The Syrian regime’s unresponsiveness to Turkey’s offer for help in avoiding the “bloody route” out of the Arab Spring has seriously threatened Turkey’s interests in Syria. Turkey has a critical interest in a stable Syria to avoid the security risks that emanate from refugee influxes and possible PKK activism from within Syria. Much of Turkey’s trade with the Middle East had gone through Syria over the past decade but this came to a halt in the wake of the current uprising. Economic development on both sides of the border had been a celebrated fact of life over the past decade but this is no longer the case.

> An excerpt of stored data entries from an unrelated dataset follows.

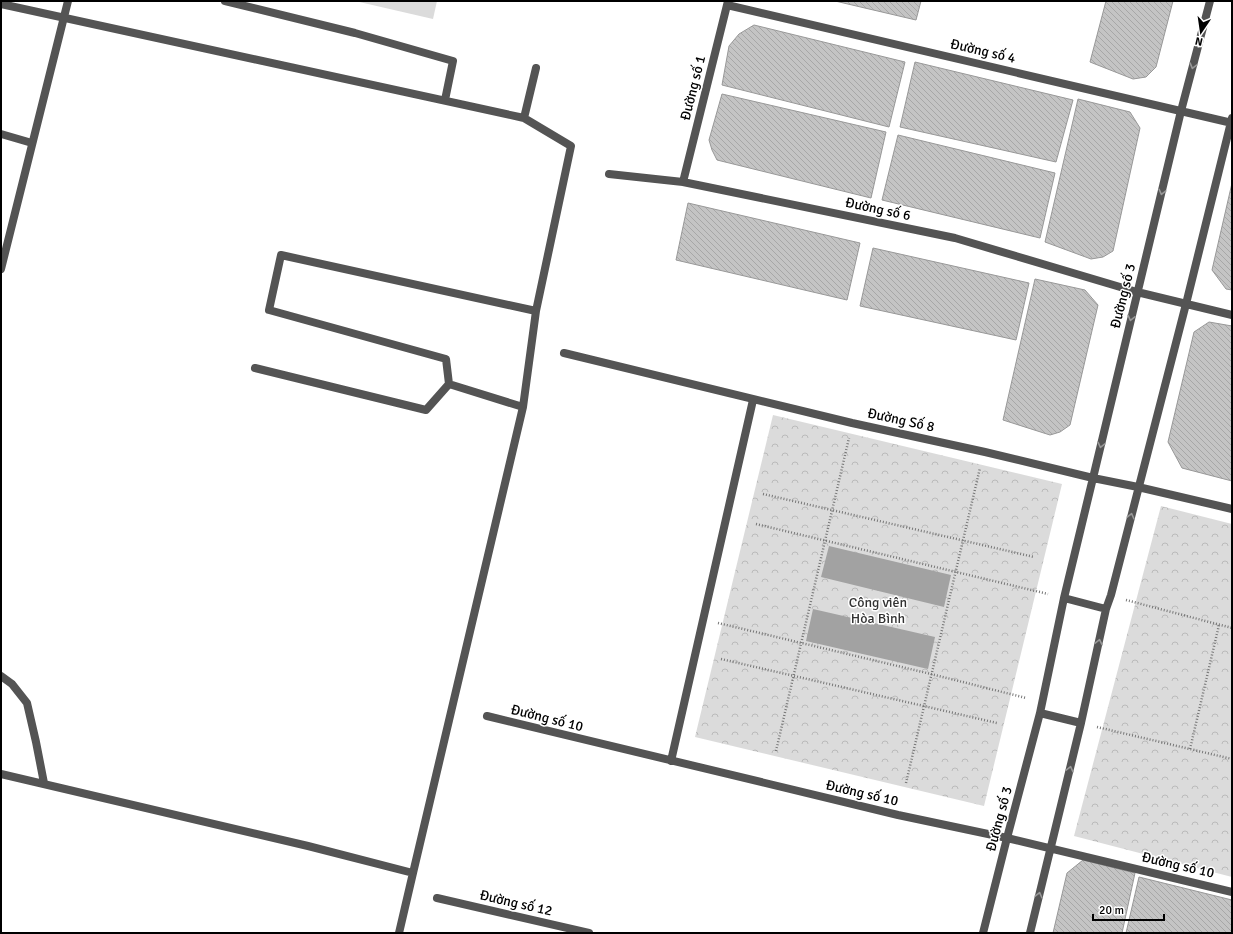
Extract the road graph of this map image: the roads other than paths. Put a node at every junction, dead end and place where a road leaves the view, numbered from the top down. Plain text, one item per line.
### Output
1 (68, 1) edge
2 (225, 1) edge
3 (1210, 1) edge
4 (728, 3) edge
5 (1, 4) edge
6 (64, 18) junction
7 (536, 68) dead end
8 (445, 100) junction
9 (1182, 111) junction
10 (524, 118) junction
11 (1232, 121) edge
12 (1, 134) edge
13 (32, 143) junction
14 (609, 174) dead end
15 (683, 182) junction
16 (1, 269) edge
17 (1137, 292) junction
18 (1186, 304) junction
19 (536, 312) junction
20 (1232, 315) edge
21 (564, 353) dead end
22 (255, 368) dead end
23 (449, 384) junction
24 (753, 400) junction
25 (523, 407) junction
26 (1093, 478) junction
27 (1138, 487) junction
28 (1232, 509) edge
29 (1064, 598) junction
30 (1106, 609) junction
31 (1, 676) edge
32 (1040, 713) junction
33 (486, 716) dead end
34 (1081, 724) junction
35 (671, 761) junction
36 (1, 774) edge
37 (44, 783) junction
38 (1007, 838) junction
39 (1051, 848) junction
40 (413, 873) junction
41 (1232, 892) edge
42 (437, 898) dead end
43 (399, 933) edge
44 (589, 933) edge
45 (983, 933) edge
46 (1030, 933) edge

1 - 6 street
2 - 8 street
3 -> 9 street, Đường số 3
4 - 9 street, Đường số 4
4 - 15 street, Đường số 1
5 - 6 street
6 - 8 street
6 - 13 street
7 - 10 street
8 - 10 street
9 - 11 street, Đường số 4
9 -> 17 street, Đường số 3
10 - 19 street
11 - 18 street
12 - 13 street
13 - 16 street
14 - 15 street, Đường số 6
15 - 17 street, Đường số 6
17 - 18 street
17 -> 26 street, Đường số 3
18 - 20 street
18 - 27 street
19 - 23 street
19 - 25 street
21 - 24 street, Đường Số 8
22 - 23 street
23 - 25 street
24 - 26 street, Đường Số 8
24 - 35 street
25 - 40 street
26 - 27 street, Đường Số 8
26 - 29 street, Đường số 3
27 - 28 street, Đường Số 8
30 -> 27 street
29 - 30 street
29 - 32 street, Đường số 3
34 -> 30 street
31 - 37 street
32 - 34 street
32 - 38 street, Đường số 3
33 - 35 street, Đường số 10
39 -> 34 street
35 - 38 street, Đường số 10
36 - 37 street
37 - 40 street
38 - 39 street, Đường số 10
38 - 45 street, Đường số 3
39 - 41 street, Đường số 10
46 -> 39 street
40 - 43 street
42 - 44 street, Đường số 12

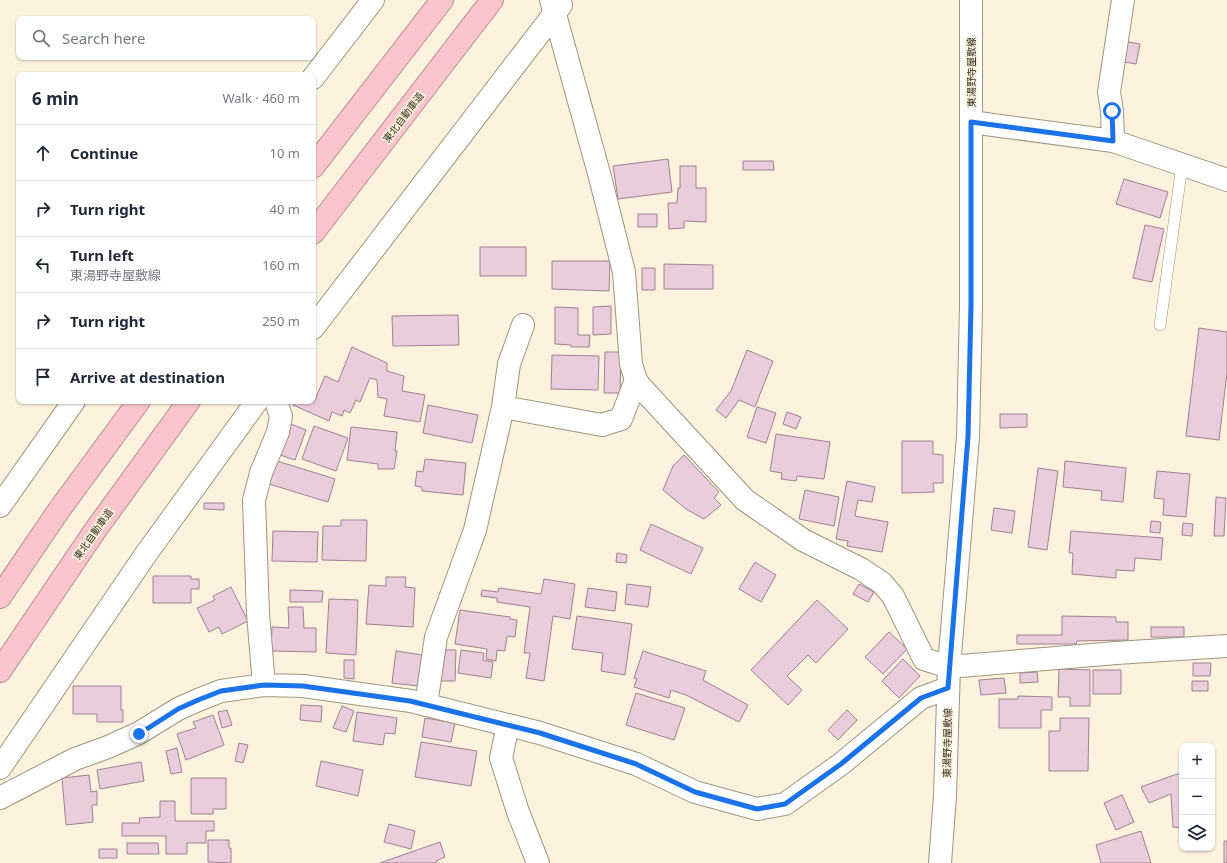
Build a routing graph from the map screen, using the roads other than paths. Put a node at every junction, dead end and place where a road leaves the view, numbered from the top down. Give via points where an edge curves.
1 (373, 0) edge
2 (442, 0) edge
3 (492, 0) edge
4 (972, 0) edge
5 (1124, 0) edge
6 (557, 4) edge
7 (316, 74) edge
8 (971, 122) junction
9 (1113, 141) junction
10 (316, 163) edge
11 (1182, 165) junction
12 (1227, 180) edge
13 (316, 229) edge
14 (316, 324) edge
15 (523, 325) dead end
16 (1160, 325) dead end
17 (636, 380) junction
18 (72, 404) edge
19 (137, 404) edge
20 (187, 404) edge
21 (255, 404) edge
22 (277, 404) edge
23 (503, 407) junction
24 (0, 506) edge
25 (0, 597) edge
26 (1227, 646) edge
27 (0, 670) edge
28 (949, 677) junction
29 (264, 685) junction
30 (426, 705) junction
31 (508, 725) junction
32 (0, 768) edge
33 (0, 798) edge
34 (538, 863) edge
35 (940, 863) edge

1 - 7 street
2 - 10 highway
3 - 13 highway, 東北自動車道
4 - 8 street, 東湯野寺屋敷線
5 - 9 street via 1109,92
6 - 14 street
6 - 17 street via 624,272 631,364
8 - 9 street
8 - 28 street, 東湯野寺屋敷線 via 968,437
9 - 11 street
11 - 12 street
11 - 16 lane
15 - 23 street via 509,364
17 - 23 street via 622,419 602,425
17 - 28 street via 745,500 803,540 861,569 882,583 893,596 924,659
18 - 24 street
19 - 25 highway via 59,510
20 - 27 highway, 東北自動車道 via 94,532
21 - 32 street via 146,554
22 - 29 street via 281,416 278,432 261,473 254,500 258,614
23 - 30 street via 475,530 436,637
26 - 28 street via 1116,653
28 - 31 street via 841,764 785,804 757,809 695,792 636,764
28 - 35 street, 東湯野寺屋敷線
29 - 30 street via 303,686
29 - 33 street via 221,691 198,700 178,709 139,734 76,758
30 - 31 street
31 - 34 street via 501,758

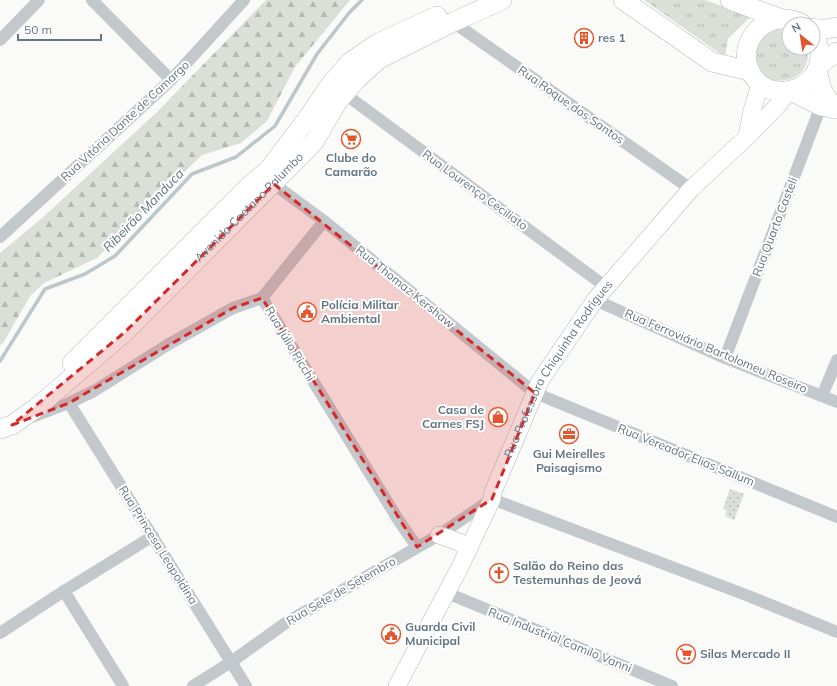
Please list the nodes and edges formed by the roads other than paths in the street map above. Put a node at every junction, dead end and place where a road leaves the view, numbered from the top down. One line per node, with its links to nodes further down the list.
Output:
1 (39, 0): 13 (street)
2 (92, 0): 18 (street)
3 (244, 0): 18 (street, Rua Vitória Dante de Camargo)
4 (470, 0): 36 (main road, Avenida Caetano Palumbo)
5 (502, 0): 10 (main road, Avenida Caetano Palumbo)
6 (623, 0): 17 (main road)
7 (730, 0): 9 (main road)
8 (781, 19): 17 (main road)
9 (781, 19)
10 (453, 22): 20 (main road, Avenida Caetano Palumbo); 24 (street, Rua Roque dos Santos)
11 (837, 27): 12 (main road)
12 (821, 30)
13 (0, 40)
14 (837, 52): 16 (main road)
15 (820, 56): 16 (main road)
16 (818, 67): 19 (main road); 21 (main road)
17 (755, 78): 19 (main road); 22 (main road)
18 (171, 80): 26 (street, Rua Vitória Dante de Camargo)
19 (790, 91): 21 (main road); 22 (main road, Rua Professora Chiquinha Rodrigues)
20 (345, 94): 23 (main road, Avenida Caetano Palumbo); 27 (street, Rua Lourenço Ceciliato)
21 (830, 105): 30 (street, Rua Quarto Casteli)
22 (747, 137): 24 (main road, Rua Professora Chiquinha Rodrigues)
23 (274, 184): 25 (street, Rua Thomaz Kershaw); 36 (main road, Avenida Caetano Palumbo)
24 (690, 188): 27 (main road, Rua Professora Chiquinha Rodrigues)
25 (324, 221): 28 (street); 32 (street, Rua Thomaz Kershaw)
26 (0, 236)
27 (606, 287): 29 (main road, Rua Professora Chiquinha Rodrigues)
28 (262, 298): 35 (street, Rua Júlio Picchi); 41 (street, Rua Júlio Picchi)
29 (595, 300): 30 (street, Rua Ferroviário Bartolomeu Roseiro); 32 (main road, Rua Professora Chiquinha Rodrigues)
30 (726, 358): 33 (street, Rua Ferroviário Bartolomeu Roseiro)
31 (837, 360): 33 (street)
32 (535, 393): 37 (main road, Rua Professora Chiquinha Rodrigues); 38 (street, Rua Vereador Elias Sallum)
33 (822, 396): 34 (street, Rua Ferroviário Bartolomeu Roseiro)
34 (837, 402)
35 (69, 403): 36 (street, Rua Júlio Picchi); 40 (street, Rua Princesa Leopoldina)
36 (4, 423)
37 (492, 499): 39 (street, Rua Sete de Setembro); 42 (main road, Rua Professora Chiquinha Rodrigues); 45 (street)
38 (837, 516)
39 (439, 535): 41 (street, Rua Sete de Setembro); 42 (main road)
40 (153, 536): 43 (street); 47 (street, Rua Princesa Leopoldina)
41 (417, 547): 47 (street, Rua Sete de Setembro)
42 (469, 548): 44 (main road, Rua Professora Chiquinha Rodrigues)
43 (64, 591): 46 (street); 49 (street)
44 (447, 593): 48 (main road, Rua Professora Chiquinha Rodrigues); 52 (street, Rua Industrial Camilo Vanni)
45 (837, 632)
46 (0, 633)
47 (231, 662): 50 (street, Rua Sete de Setembro); 51 (street, Rua Princesa Leopoldina)
48 (399, 685)
49 (123, 686)
50 (193, 686)
51 (246, 686)
52 (672, 686)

Turkey has promised to stand with the Syrian people against the regime to promote a stable, democratic and inclusive Syria. Above all, Turkey wants to avoid a sectarian civil war which could create a “black hole” in the Middle East and seriously threaten to destabilize the region. Given the Assad regime’s resistance to any proposals for ending the violence – let alone to negotiate with the opposition – and the international community’s inability to agree on a framework for a peaceful transition, calls for arming the opposition and/or for outside military intervention are gaining traction. At the moment, Turkey is focused on getting humanitarian aid to civilians inside Syria while openly making references to “contingency” plans. As the refugee numbers are now above 14,000 with the most recent refugee influx, Turkey has begun to openly talk of establishing a buffer zone. Syria, the most successful example of Turkish soft power in the Middle East, may in fact force Turkey to exercise its hard power.